== What you are asked to do ==
Give back every record below in full and exactly, but without a single image.

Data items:
****************************************

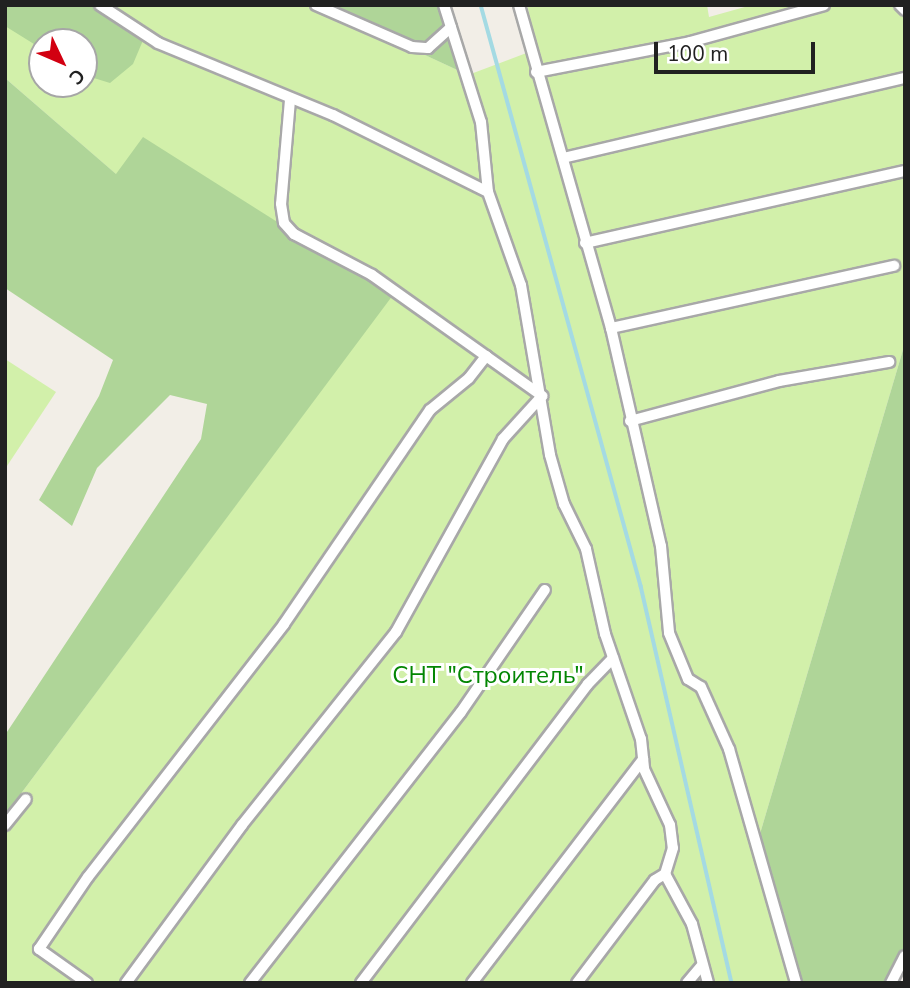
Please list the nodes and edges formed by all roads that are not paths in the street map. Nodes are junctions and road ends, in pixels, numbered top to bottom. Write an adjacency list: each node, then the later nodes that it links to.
1 (100, 5): 11 (lane)
2 (316, 5): 8 (lane)
3 (444, 5): 8 (lane)
4 (519, 5): 9 (lane)
5 (824, 5): 9 (lane)
6 (900, 5): 7 (lane)
7 (905, 10)
8 (451, 27): 14 (lane)
9 (536, 72): 12 (lane)
10 (905, 78): 12 (lane)
11 (290, 100): 14 (lane); 18 (lane)
12 (564, 158): 15 (lane)
13 (905, 171): 15 (lane)
14 (488, 192): 20 (lane)
15 (585, 243): 17 (lane)
16 (894, 266): 17 (lane)
17 (611, 328): 21 (lane)
18 (486, 356): 20 (lane); 30 (lane)
19 (890, 362): 21 (lane)
20 (542, 396): 23 (lane); 31 (lane)
21 (630, 421): 38 (lane)
22 (545, 590): 32 (lane)
23 (612, 658): 24 (lane); 33 (lane)
24 (643, 759): 27 (lane); 34 (lane)
25 (26, 799): 26 (lane)
26 (5, 825)
27 (665, 874): 29 (lane); 35 (lane)
28 (905, 956): 39 (lane)
29 (702, 965): 36 (lane); 37 (lane)
30 (87, 983)
31 (126, 983)
32 (250, 983)
33 (361, 983)
34 (472, 983)
35 (577, 983)
36 (687, 983)
37 (708, 983)
38 (796, 983)
39 (891, 983)

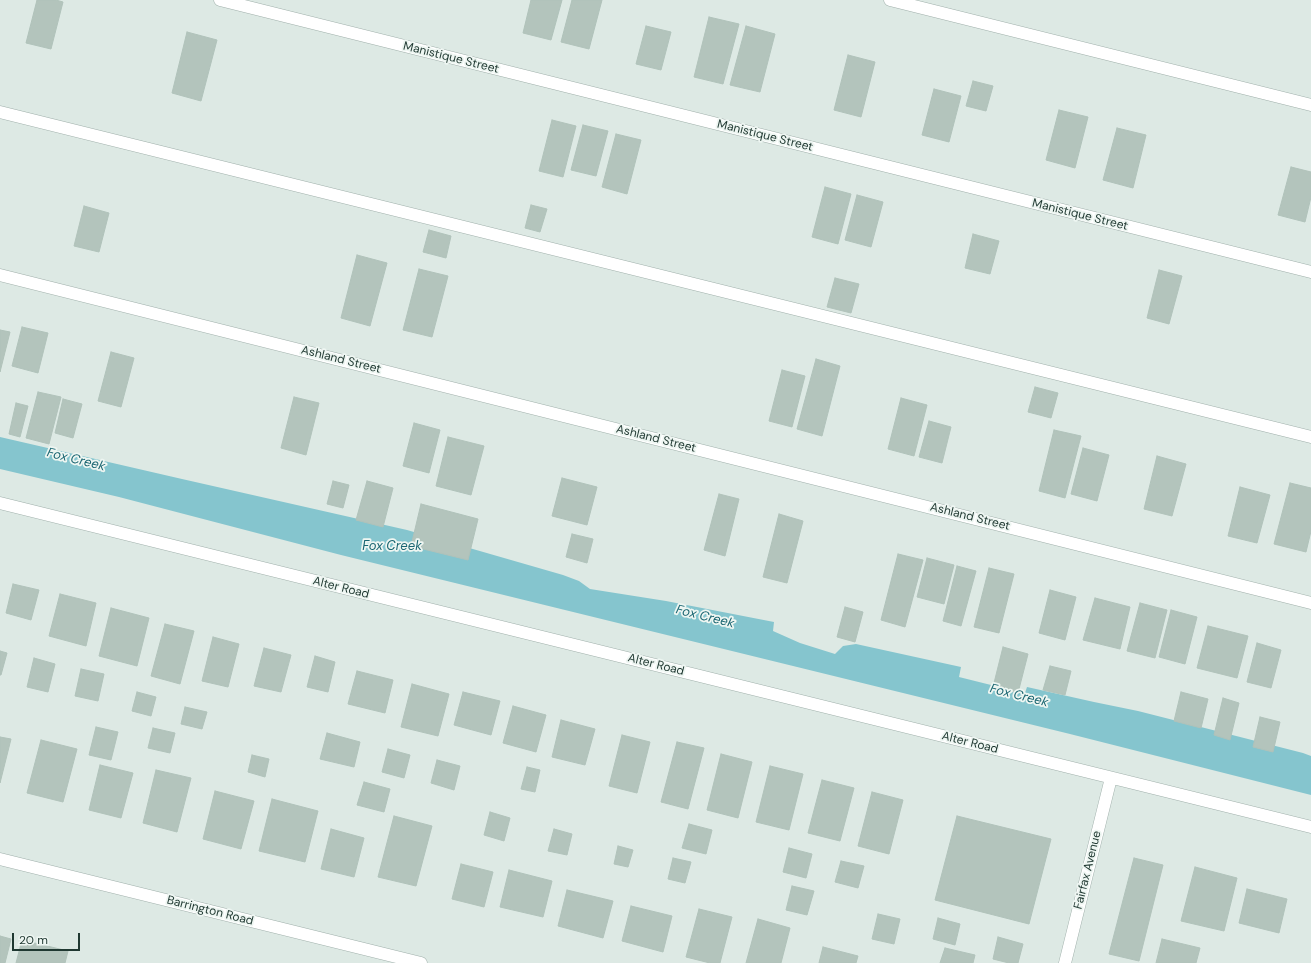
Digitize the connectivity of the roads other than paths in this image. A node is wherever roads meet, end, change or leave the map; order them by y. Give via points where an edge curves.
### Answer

****************************************

== Written solution ==
Please list the nodes and edges formed by all roads that are not paths in the street map. Nodes are junctions and road ends, in pixels, numbered top to bottom. Write an adjacency list: each node, then the later nodes that it links to.
1 (100, 5): 11 (lane)
2 (316, 5): 8 (lane)
3 (444, 5): 8 (lane)
4 (519, 5): 9 (lane)
5 (824, 5): 9 (lane)
6 (900, 5): 7 (lane)
7 (905, 10)
8 (451, 27): 14 (lane)
9 (536, 72): 12 (lane)
10 (905, 78): 12 (lane)
11 (290, 100): 14 (lane); 18 (lane)
12 (564, 158): 15 (lane)
13 (905, 171): 15 (lane)
14 (488, 192): 20 (lane)
15 (585, 243): 17 (lane)
16 (894, 266): 17 (lane)
17 (611, 328): 21 (lane)
18 (486, 356): 20 (lane); 30 (lane)
19 (890, 362): 21 (lane)
20 (542, 396): 23 (lane); 31 (lane)
21 (630, 421): 38 (lane)
22 (545, 590): 32 (lane)
23 (612, 658): 24 (lane); 33 (lane)
24 (643, 759): 27 (lane); 34 (lane)
25 (26, 799): 26 (lane)
26 (5, 825)
27 (665, 874): 29 (lane); 35 (lane)
28 (905, 956): 39 (lane)
29 (702, 965): 36 (lane); 37 (lane)
30 (87, 983)
31 (126, 983)
32 (250, 983)
33 (361, 983)
34 (472, 983)
35 (577, 983)
36 (687, 983)
37 (708, 983)
38 (796, 983)
39 (891, 983)

Digitize the connectivity of the roads other than paths in this image. A node is wherever roads meet, end, change or leave the map; order them by y. Give via points where an edge curves.
### Answer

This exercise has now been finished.